PINGDOM_CHECK
9 Mins

Web snapshots? The what, the why, and the how

You may have come across this term or are already familiar with it. However, creating perfect web snapshots is not simple because website pages are complicated, and of course, we are not the first to try this.

For starters, it is key to identify the important section of a website to capture.

In this article, we will explore the various aspects involved to help you create web snapshots of web pages.

What does web snapshots actually mean?

Simply put, web snapshots means using an application that creates an archive of a live page in such a way that you can perfectly restore it later, offline. From the snapshot, you can extract text, HTML, or take print screens, completely offline.

There are a few reasons why this is needed:

  • Link rot: pages are removed from websites all the time, websites go offline and domains disappear
  • Websites are changing all the time and it can be useful to take snapshots over time and observe the differences
  • Ensure the information is preserved in an archive for future research, history, or the public
  • Save long articles for reading in places where the Internet is not available (such as a plane, or train)
  • Fight censorship by making sure that sensitive information and vital proof is not lost

At Zyte we need this, because we are developing an automated data extraction API that uses AI to recognize parts of the page, such as title, images, price, etc.

To do this, we have a few tens of thousands of web snapshots of pages that we use for training and testing the model, and they need to capture the original state of the page as closely as possible.

Creating perfect web snapshots is not a simple problem because website pages are complicated, and of course, we are not the first to try this.

Let’s look at the current methods and formats.

WARC

The Web ARChive (WARC) archive format specifies a method for combining multiple digital resources into an aggregate archive file, together with related information.

The WARC format is inspired by HTTP/1.0 streams, with a similar header and it uses CRLFs as delimiters, making it very conducive to crawler implementations.

Files are often compressed using GZIP, resulting in a .warc.gz extension.

WARC is considered the golden standard for archiving, used by all serious archiving initiatives.

Because of that, there are lots and lots of applications and programming libraries to parse this format. The format is definitely very elegant and it generally works. Where it fails is on websites with lots of Javascript, especially if the Javascript is non-deterministic.

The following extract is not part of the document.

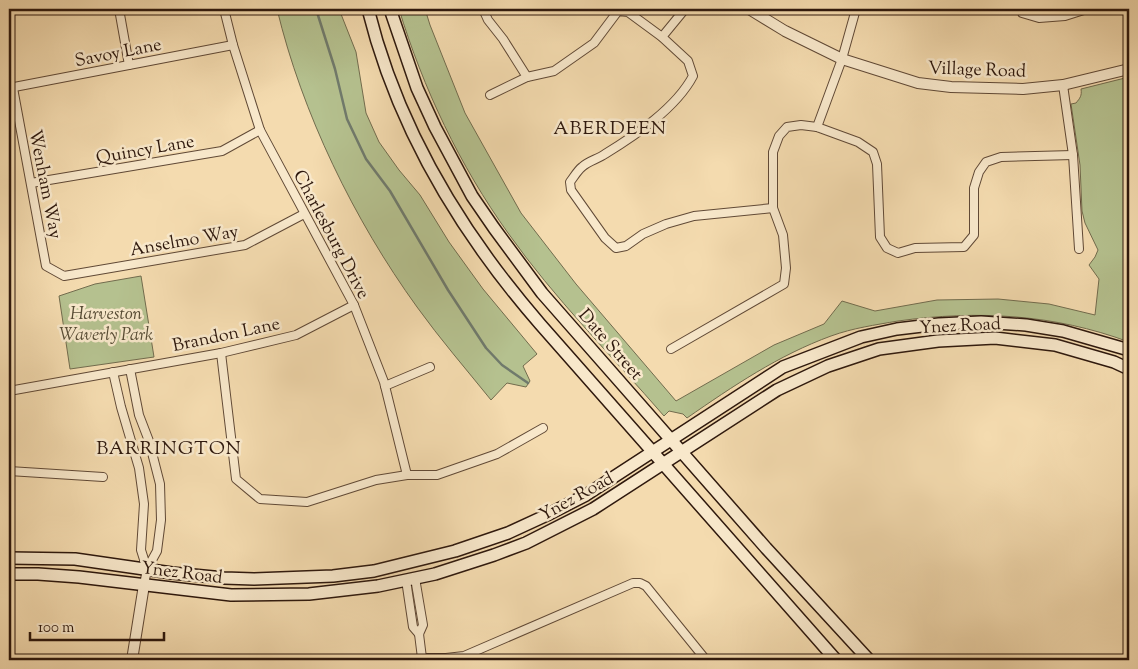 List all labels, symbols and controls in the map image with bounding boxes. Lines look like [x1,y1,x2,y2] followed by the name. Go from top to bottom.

Unfortunately, it’s easy to break the restoring of the page with just 1 line of Javascript. If the page creation date is saved either in the HTML as a tag, or a Javascript constant, or extracted from the headers of a resource, and there’s an if condition checking that date against the current date, it can refuse to render the page. This means the restored page will be blank, or show an error.

Another big problem is that after you create a WARC file, it’s very hard to find a reader to look at the file. People capturing WARC files are mostly focusing on archiving pages, not restoring them.

There’s ReplayWeb which is nice and anyone can use it without having to run lots of scary CLI commands in the terminal. And there’s Web Recorder PYWB which is also nice, but needs some setup and technical know-how.

That’s it basically. Both of them have their problems, some important shopping, real-estate and job-posting domains can’t be saved or restored for different reasons.

In their defense, the archiving solutions only care about preserving the knowledge of humanity, not the prices of random products, so they make sure that articles, forum posts and Twitter threads can be saved at least.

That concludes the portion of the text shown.